In all things, there is joy and sorrow. In the most incredible, joyous things, there is a piece of sorrow. And in the most horrible, sorrowful things there is a touch of joy, somewhere.
In all things, I have a choice. I can dwell on the joy. Or I can dwell on the sorrow. I may feel the sorrow. I may acknowledge it, process it, sense it. But I will dwell on the joy.
The fact is that most things fall somewhere in the middle of the joy-sorrow scale. And that’s where we live. That’s where I live. Somewhere in the middle.
Most things are not exceedingly joyful. Some are, but most are not. And most things are not exceedingly sorrowful. Some are, but most are not.
So in most things, my choice is fairly even. I can choose to dwell on the joy, or I can choose to dwell on the sorrow. The stacks are fairly equal.
So why is it that I tend to notice the sorrow more than the joy? Why do I parse out the difficulty, the hardship of a particular thing or circumstance? Why the complaining?
The joy is there in nearly equal measure. Why not notice it? Why not parse it out, the goodness, the hope, the possibility? Why not be thankful?
The joy of the Lord is my strength. When I dwell on joy, I gain strength. I become strong in the Lord.
When I dwell on sorrow, I lose strength. I become weak and live in the flesh.
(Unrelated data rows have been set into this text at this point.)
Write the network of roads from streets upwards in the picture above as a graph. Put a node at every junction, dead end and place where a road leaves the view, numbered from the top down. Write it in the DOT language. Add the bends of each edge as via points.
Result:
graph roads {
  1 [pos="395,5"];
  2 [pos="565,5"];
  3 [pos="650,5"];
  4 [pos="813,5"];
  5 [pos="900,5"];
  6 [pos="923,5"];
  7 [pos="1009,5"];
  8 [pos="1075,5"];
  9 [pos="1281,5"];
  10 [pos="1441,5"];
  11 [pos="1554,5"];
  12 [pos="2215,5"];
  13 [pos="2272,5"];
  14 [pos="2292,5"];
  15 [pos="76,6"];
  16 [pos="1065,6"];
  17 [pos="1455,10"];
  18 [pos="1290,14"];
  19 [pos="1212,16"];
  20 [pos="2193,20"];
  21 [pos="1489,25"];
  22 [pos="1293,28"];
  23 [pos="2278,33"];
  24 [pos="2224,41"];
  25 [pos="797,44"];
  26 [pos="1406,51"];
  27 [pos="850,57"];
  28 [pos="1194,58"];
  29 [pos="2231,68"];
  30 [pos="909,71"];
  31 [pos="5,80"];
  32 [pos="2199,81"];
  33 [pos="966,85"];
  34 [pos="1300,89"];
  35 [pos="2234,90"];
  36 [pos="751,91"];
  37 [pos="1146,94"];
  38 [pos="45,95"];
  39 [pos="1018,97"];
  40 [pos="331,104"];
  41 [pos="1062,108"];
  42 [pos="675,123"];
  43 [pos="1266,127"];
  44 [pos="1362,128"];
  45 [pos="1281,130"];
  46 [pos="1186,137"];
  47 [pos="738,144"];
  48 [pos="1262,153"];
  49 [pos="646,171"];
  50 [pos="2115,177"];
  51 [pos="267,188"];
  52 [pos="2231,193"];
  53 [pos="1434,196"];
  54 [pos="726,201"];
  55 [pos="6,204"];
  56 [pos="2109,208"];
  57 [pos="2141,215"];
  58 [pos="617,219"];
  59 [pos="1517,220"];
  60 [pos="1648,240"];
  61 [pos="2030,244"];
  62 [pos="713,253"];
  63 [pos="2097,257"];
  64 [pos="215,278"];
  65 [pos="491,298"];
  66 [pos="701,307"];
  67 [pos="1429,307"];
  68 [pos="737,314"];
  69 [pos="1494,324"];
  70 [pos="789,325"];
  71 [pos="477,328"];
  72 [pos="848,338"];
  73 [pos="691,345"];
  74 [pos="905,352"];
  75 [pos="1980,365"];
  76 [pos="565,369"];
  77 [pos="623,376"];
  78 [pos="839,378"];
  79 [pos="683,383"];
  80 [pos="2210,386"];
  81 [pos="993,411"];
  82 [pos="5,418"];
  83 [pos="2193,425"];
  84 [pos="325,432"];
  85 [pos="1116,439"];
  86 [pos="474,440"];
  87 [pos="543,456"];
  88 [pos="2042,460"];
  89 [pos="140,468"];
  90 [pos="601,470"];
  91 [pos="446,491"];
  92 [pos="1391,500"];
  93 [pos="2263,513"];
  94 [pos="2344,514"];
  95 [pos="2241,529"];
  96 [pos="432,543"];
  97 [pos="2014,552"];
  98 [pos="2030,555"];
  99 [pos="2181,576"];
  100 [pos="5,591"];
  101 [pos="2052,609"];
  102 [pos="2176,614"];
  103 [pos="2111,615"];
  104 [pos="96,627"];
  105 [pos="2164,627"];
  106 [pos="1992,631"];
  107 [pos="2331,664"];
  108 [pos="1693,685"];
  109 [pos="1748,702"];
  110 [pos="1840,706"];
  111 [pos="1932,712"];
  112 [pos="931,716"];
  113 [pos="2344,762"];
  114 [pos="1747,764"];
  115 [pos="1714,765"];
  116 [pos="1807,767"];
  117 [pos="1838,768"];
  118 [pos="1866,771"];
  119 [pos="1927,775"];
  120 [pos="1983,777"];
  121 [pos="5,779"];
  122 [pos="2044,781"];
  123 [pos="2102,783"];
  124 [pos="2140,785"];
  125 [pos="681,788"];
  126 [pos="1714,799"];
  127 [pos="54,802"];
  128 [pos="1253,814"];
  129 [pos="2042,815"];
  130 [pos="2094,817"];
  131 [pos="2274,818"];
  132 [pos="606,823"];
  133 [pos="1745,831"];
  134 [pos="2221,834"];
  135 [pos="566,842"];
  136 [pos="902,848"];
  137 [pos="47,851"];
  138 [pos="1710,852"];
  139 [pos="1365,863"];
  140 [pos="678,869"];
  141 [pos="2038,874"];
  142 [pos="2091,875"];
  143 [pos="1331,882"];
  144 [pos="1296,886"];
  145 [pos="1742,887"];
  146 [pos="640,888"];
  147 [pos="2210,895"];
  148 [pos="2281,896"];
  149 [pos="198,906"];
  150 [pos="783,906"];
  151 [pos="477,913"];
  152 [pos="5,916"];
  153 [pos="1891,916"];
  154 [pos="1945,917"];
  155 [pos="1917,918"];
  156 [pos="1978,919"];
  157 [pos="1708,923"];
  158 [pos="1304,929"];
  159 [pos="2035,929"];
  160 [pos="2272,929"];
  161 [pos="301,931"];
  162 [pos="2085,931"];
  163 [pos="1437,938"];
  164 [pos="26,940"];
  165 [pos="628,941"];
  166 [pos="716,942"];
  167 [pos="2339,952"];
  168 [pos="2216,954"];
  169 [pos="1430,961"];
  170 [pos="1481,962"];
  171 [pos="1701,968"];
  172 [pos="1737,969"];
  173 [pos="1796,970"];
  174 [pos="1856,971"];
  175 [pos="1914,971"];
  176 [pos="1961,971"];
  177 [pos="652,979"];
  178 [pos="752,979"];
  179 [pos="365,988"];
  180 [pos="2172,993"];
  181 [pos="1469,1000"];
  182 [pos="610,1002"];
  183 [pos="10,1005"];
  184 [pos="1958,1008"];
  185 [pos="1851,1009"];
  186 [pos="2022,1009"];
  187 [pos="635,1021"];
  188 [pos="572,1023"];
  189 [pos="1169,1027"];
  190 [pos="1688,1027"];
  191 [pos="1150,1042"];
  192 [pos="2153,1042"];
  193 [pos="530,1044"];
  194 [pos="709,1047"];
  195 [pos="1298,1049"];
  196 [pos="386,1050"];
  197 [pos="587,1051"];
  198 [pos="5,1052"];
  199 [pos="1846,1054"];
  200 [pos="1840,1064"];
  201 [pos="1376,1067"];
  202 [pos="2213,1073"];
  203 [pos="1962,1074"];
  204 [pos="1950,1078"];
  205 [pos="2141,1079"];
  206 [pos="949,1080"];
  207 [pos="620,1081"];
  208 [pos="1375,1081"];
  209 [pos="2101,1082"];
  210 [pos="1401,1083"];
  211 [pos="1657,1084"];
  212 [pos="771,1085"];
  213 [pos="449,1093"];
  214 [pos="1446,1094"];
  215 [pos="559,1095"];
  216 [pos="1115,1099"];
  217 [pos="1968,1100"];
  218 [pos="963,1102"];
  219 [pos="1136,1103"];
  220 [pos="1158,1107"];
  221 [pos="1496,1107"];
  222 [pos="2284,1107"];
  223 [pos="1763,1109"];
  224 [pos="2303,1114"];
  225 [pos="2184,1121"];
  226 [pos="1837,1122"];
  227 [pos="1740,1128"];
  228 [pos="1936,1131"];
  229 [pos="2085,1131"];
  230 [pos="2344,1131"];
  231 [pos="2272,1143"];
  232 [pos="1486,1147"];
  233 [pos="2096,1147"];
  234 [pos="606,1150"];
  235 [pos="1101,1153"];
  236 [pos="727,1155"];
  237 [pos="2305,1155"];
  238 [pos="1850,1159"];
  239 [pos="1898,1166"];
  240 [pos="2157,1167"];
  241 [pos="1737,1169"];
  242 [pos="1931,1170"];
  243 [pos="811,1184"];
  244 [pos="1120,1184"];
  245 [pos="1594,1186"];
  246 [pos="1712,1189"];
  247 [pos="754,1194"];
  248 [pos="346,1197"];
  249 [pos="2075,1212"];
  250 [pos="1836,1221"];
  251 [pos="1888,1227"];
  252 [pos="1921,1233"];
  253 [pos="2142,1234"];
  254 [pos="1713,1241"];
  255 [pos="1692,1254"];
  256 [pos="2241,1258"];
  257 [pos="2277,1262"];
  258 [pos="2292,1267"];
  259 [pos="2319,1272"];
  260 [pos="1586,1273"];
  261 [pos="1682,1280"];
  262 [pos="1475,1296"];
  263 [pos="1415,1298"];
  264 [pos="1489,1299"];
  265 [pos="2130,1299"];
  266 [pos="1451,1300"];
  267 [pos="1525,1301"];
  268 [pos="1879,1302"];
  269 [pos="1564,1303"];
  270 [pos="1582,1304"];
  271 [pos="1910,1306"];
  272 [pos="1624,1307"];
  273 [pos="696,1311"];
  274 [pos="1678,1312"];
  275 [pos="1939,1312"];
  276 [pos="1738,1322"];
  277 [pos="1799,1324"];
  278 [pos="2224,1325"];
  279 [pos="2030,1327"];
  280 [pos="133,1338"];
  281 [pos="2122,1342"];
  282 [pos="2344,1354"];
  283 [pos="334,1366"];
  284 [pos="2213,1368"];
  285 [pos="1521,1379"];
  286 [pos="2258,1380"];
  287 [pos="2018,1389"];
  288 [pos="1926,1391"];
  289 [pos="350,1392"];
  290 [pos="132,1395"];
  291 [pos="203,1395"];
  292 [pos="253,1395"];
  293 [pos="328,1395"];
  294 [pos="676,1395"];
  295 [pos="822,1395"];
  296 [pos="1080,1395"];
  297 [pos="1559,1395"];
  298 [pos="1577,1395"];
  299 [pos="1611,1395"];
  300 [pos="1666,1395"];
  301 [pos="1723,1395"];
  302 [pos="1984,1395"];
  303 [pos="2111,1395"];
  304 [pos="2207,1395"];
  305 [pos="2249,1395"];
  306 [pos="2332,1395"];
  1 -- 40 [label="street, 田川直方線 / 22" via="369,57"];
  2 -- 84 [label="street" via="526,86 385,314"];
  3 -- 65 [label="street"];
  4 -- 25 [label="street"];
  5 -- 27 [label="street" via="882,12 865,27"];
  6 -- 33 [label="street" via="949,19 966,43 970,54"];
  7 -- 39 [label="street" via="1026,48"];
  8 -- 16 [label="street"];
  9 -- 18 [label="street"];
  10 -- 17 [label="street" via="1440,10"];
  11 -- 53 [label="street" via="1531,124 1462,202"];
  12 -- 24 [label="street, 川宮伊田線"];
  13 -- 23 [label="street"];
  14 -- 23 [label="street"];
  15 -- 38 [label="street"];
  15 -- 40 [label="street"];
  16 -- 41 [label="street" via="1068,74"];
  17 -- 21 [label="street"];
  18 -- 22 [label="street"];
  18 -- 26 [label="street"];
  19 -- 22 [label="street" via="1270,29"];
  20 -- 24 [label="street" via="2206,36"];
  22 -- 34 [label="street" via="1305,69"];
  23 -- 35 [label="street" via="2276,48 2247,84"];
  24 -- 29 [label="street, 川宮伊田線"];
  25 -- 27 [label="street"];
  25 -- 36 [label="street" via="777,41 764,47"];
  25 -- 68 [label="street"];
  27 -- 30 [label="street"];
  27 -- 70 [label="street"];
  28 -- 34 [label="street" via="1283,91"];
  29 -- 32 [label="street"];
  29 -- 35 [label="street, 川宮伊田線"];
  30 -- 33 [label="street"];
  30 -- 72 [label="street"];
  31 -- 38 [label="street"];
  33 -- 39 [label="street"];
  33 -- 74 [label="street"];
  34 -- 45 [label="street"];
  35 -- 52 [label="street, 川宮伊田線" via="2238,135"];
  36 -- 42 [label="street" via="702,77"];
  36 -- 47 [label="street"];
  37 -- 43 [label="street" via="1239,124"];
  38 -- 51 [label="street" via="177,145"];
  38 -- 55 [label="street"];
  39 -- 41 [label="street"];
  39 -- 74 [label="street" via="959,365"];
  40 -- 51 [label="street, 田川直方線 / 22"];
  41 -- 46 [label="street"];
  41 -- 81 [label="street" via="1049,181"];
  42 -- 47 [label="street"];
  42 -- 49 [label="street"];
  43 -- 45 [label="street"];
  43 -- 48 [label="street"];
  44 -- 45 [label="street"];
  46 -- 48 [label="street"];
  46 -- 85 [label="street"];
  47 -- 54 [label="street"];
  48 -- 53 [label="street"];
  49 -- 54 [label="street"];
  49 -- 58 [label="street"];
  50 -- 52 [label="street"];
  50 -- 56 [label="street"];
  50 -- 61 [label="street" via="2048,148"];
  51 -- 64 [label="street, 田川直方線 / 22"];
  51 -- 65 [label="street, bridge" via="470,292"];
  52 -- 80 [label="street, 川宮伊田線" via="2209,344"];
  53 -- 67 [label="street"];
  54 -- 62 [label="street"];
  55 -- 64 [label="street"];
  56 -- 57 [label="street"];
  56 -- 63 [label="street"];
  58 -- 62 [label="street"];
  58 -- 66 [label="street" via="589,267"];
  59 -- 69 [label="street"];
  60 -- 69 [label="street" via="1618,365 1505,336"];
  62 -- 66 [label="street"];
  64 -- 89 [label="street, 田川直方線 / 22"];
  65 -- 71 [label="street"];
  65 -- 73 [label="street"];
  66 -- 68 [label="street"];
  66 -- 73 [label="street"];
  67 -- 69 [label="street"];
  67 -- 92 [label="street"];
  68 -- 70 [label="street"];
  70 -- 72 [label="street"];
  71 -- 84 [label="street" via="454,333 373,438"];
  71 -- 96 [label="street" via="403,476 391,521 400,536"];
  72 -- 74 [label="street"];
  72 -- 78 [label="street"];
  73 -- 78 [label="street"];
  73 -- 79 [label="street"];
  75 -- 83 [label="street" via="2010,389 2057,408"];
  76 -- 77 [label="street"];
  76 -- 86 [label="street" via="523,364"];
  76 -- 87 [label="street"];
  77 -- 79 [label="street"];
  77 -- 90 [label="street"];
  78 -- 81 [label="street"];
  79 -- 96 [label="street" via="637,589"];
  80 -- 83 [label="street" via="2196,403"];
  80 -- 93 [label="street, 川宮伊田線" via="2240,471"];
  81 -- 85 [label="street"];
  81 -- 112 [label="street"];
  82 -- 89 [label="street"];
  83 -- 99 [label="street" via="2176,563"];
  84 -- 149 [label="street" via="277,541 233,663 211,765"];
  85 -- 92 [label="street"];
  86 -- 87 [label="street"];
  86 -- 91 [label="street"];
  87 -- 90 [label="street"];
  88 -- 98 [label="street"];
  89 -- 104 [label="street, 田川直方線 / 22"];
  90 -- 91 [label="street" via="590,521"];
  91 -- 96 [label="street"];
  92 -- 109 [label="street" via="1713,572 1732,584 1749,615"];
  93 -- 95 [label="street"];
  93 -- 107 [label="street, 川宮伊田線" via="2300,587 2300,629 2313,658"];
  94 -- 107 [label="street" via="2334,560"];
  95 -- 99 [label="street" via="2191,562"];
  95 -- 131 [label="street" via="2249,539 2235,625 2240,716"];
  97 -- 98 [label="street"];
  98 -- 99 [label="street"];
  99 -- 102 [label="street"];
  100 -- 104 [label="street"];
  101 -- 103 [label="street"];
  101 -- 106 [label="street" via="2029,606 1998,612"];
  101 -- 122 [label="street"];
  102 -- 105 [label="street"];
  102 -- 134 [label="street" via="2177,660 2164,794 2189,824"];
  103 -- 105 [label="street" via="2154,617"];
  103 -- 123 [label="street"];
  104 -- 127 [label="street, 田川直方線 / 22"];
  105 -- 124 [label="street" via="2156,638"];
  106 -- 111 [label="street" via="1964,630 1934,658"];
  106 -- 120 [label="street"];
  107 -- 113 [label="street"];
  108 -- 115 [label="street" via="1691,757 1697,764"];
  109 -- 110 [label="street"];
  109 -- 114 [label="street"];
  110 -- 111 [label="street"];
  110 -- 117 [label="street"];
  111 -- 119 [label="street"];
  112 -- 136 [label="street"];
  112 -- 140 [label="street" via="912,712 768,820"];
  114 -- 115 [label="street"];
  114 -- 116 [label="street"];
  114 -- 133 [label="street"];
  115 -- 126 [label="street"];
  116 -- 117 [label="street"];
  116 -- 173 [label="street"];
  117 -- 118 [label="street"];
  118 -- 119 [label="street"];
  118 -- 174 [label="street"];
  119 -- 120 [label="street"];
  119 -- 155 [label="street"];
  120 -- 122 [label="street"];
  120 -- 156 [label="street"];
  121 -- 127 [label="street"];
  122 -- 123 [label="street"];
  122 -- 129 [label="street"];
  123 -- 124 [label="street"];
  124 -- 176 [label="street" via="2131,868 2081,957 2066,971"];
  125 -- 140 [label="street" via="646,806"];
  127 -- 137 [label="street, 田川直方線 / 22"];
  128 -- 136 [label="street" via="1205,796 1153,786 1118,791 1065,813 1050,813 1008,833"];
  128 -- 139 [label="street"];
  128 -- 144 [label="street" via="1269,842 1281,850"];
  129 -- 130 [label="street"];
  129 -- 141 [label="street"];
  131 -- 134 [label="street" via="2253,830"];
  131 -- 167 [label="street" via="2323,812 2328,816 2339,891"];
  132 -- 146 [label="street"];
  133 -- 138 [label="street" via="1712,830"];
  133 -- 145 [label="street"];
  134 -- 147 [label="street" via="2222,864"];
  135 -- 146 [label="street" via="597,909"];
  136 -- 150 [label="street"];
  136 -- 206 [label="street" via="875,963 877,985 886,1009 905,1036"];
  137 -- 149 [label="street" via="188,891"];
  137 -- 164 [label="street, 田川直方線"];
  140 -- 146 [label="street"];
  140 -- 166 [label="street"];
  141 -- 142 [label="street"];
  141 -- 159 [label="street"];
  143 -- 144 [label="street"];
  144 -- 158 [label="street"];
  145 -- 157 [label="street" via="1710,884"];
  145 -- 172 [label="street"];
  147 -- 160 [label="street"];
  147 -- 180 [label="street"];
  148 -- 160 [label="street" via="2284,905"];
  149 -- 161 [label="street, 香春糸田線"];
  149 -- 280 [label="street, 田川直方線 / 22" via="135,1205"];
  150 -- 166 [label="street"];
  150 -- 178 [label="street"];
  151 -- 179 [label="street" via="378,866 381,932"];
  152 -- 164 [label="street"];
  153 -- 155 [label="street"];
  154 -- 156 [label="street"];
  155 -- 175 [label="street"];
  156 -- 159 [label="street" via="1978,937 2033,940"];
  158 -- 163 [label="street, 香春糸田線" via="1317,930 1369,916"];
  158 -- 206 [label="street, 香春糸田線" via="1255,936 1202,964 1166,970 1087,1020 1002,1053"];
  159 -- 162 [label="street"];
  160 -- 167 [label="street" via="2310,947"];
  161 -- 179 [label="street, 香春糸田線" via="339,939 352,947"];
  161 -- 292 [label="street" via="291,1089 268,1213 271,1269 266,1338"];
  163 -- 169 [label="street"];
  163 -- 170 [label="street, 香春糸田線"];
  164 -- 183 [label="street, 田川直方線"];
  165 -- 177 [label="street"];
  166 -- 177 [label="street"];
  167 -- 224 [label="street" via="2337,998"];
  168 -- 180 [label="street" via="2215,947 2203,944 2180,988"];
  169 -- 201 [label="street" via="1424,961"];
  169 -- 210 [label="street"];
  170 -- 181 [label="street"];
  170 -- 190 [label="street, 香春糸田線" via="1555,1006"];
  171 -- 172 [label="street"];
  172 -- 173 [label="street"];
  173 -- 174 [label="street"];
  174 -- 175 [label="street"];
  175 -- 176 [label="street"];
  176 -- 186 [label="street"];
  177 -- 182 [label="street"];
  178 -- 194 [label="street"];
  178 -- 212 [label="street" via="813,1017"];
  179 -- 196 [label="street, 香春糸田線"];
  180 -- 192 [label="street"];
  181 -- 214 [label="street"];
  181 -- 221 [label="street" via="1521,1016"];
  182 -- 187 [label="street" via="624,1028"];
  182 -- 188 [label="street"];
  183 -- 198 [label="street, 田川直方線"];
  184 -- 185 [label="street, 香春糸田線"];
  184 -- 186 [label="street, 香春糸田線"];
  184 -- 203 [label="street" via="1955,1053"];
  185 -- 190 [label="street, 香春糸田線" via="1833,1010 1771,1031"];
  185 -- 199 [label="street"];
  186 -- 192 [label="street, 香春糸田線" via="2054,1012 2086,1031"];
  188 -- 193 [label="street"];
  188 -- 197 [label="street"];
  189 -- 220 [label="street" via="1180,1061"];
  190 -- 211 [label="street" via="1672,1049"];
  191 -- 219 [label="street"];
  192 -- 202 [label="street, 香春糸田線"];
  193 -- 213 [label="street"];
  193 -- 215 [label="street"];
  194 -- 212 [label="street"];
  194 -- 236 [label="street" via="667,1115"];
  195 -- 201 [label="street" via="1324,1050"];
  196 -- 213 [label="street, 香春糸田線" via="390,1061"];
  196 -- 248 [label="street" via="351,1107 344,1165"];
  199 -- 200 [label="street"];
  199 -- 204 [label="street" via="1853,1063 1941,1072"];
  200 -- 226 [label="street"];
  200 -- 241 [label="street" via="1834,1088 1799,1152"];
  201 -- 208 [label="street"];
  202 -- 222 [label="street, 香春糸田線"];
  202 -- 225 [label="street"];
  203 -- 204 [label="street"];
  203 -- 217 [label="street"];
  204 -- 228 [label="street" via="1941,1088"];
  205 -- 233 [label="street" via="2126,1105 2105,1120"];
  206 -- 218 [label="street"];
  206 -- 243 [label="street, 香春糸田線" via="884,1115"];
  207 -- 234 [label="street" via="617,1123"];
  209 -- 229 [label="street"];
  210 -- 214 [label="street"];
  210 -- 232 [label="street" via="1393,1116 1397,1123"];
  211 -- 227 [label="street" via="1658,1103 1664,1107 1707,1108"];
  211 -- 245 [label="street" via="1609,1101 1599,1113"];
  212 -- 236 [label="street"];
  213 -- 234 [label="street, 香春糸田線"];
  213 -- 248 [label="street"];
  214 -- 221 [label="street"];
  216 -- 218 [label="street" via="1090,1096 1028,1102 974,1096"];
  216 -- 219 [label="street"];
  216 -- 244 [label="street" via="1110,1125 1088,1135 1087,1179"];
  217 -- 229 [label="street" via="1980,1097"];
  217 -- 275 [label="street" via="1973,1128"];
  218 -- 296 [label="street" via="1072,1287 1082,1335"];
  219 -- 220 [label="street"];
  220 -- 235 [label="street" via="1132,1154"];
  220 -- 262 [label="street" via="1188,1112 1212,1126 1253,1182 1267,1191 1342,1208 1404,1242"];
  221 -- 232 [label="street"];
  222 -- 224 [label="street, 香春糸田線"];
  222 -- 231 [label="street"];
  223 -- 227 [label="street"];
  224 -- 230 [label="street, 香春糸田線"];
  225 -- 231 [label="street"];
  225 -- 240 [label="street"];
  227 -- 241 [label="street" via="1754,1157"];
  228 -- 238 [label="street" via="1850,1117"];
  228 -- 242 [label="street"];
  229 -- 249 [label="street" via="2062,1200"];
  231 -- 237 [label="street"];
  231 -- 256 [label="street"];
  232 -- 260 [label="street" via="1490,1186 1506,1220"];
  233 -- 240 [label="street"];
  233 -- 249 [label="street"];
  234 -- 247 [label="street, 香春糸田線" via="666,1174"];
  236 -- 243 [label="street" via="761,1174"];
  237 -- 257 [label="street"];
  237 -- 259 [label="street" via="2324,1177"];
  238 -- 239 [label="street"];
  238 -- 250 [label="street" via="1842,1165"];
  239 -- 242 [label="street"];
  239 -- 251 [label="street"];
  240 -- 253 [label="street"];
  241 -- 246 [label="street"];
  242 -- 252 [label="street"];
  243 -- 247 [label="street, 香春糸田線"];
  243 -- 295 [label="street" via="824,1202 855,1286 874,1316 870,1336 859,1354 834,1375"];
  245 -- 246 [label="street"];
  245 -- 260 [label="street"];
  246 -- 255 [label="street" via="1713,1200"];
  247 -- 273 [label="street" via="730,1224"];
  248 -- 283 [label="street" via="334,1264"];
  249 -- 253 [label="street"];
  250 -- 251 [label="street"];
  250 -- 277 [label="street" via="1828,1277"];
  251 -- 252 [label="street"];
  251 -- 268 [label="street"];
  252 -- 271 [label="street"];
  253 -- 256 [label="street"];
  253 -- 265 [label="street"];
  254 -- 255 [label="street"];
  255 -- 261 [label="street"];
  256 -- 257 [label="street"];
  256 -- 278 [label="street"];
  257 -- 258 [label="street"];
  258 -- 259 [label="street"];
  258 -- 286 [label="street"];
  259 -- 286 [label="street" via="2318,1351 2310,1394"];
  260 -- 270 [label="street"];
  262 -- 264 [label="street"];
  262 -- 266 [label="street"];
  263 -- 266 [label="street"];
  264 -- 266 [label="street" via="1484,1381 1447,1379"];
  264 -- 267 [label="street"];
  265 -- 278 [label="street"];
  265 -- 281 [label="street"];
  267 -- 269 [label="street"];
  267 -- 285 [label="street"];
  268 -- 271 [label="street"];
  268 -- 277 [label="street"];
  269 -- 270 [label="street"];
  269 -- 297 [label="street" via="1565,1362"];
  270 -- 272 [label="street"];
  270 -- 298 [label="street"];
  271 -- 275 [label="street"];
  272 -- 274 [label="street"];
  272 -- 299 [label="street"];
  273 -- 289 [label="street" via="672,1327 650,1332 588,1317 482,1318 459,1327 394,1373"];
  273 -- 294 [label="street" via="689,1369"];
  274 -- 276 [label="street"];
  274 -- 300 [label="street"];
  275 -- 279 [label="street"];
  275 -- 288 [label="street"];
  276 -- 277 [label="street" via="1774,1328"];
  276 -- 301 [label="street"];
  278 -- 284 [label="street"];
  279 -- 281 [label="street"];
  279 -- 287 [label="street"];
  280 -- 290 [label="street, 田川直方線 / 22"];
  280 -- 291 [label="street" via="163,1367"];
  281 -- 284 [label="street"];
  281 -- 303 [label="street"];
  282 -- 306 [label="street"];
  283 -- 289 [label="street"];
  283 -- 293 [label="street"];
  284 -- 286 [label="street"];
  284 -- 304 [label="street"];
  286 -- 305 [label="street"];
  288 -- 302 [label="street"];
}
As I look at the day before me, I know I want to be strong. As I look at all that I need to do, all my responsibilities, there are plenty I look forward to, plenty in which I can easily dwell in joy. Yet there are other things that I don’t want to do. I don’t like them, they’re hard, they’re full of frustration for one reason or another. Even if I say nothing out loud, in my heart, I feel the sorrow. And I feel the weight. And bit by bit, or in one swoop, my day is clouded. I lose strength.
Yet I know, even in these things I don’t want in my day, there is joy. Because in all things, there is joy. Why not notice the bits of joy even in the things I don’t like today?
Joy and sorrow. I have a choice. Why not parse out the goodness, the hope, the possibility today — even in things I don’t want? Why not thank my God? Why not let His joy be my strength?
For the joy of the Lord is my strength and I will dwell in Him. I will dwell in joy.
** This post is dedicated to my sister who has chosen joy in the midst of sorrow. It’s her birthday today. She’s been battling cancer for over 10 years. Her life is a miracle. Let’s stand in prayer with her for her heart’s desire.